## A Quick Guide to The Weibull Analysis

Published in

·

10 min read

·

Jan 19, 2022

--

The Weibull Analysis is very popular among reliability engineers due to its flexibility and straightforwardness. This guide will demonstrate basic concepts of the Weibull Analysis with sample code. In order to conduct the Weibull Analysis, we will be using the open source Python package *predictr**.*

- Installing and Using predictr
- The Weibull Plot
- Parameter Estimation: MRR vs. MLE
- Confidence Intervals
- Bias-Corrections
- Comprehensive Plots
- Conclusion

You need to have Python 3 installed (version >3.5). If you’re new to Python, just download anaconda and set up a virtual environment according to the anaconda documentation, e.g. paste this code into terminal (macOS, Linux) and command (Windows), respectively:

`conda create -n my_env python=3.10`

This code creates a new virtual environment called *my_env* with Python 3.10. Feel free to change the name and Python version.
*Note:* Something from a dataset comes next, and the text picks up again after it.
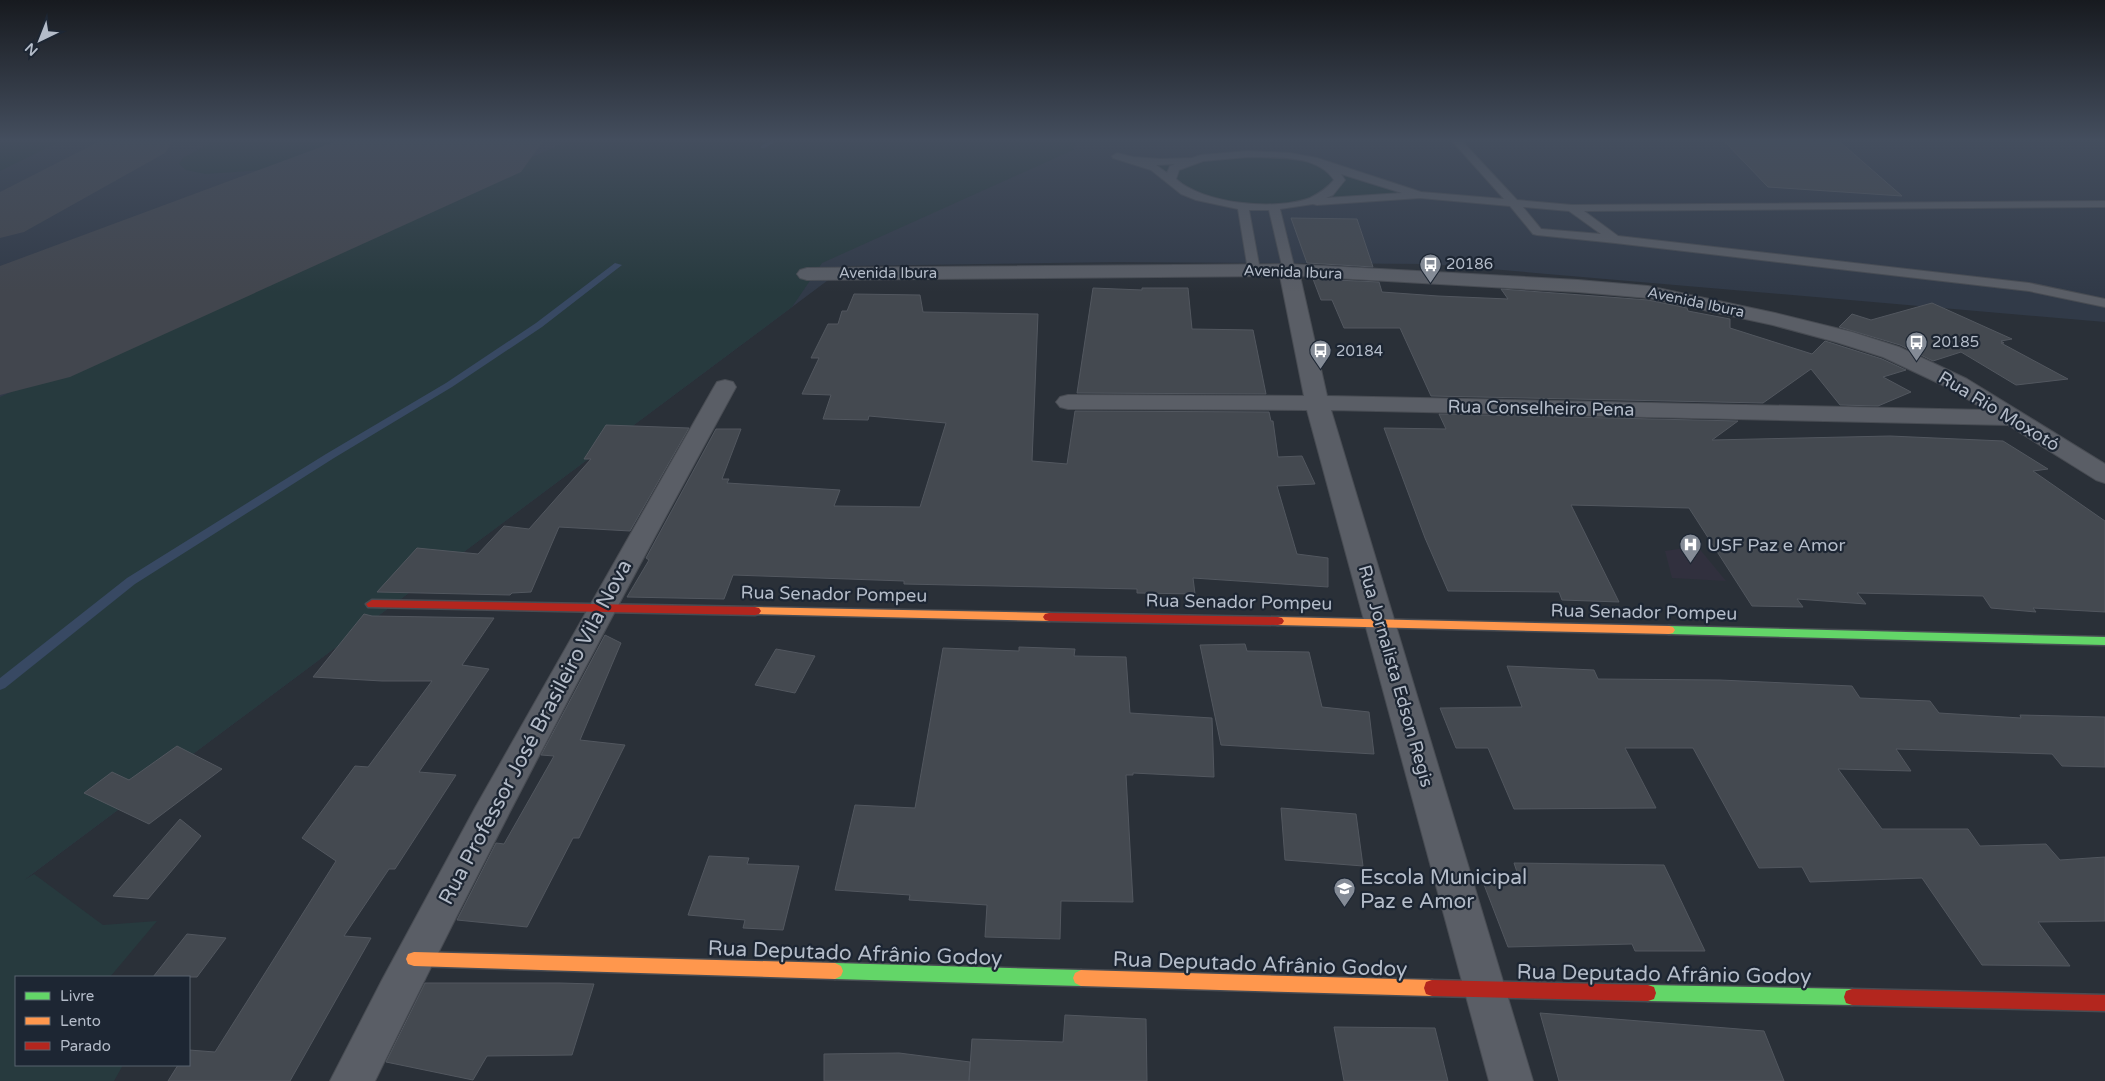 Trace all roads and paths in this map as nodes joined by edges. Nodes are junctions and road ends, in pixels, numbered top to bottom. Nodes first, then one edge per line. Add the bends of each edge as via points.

The next step involves the installation predictr using pip in terminal (or command):

`conda activate my_env`

pip install predictr

In order to use predictr in your IDE or text editor of choice, just import the *predictr* module in your python file:

`import predictr`

** predictr** has two classes:

*Analysis*for Weibull analyses, and

*PlotAll*for detailed plots. For a comprehensive documentation of

*predictr*with many examples check out the official documentation.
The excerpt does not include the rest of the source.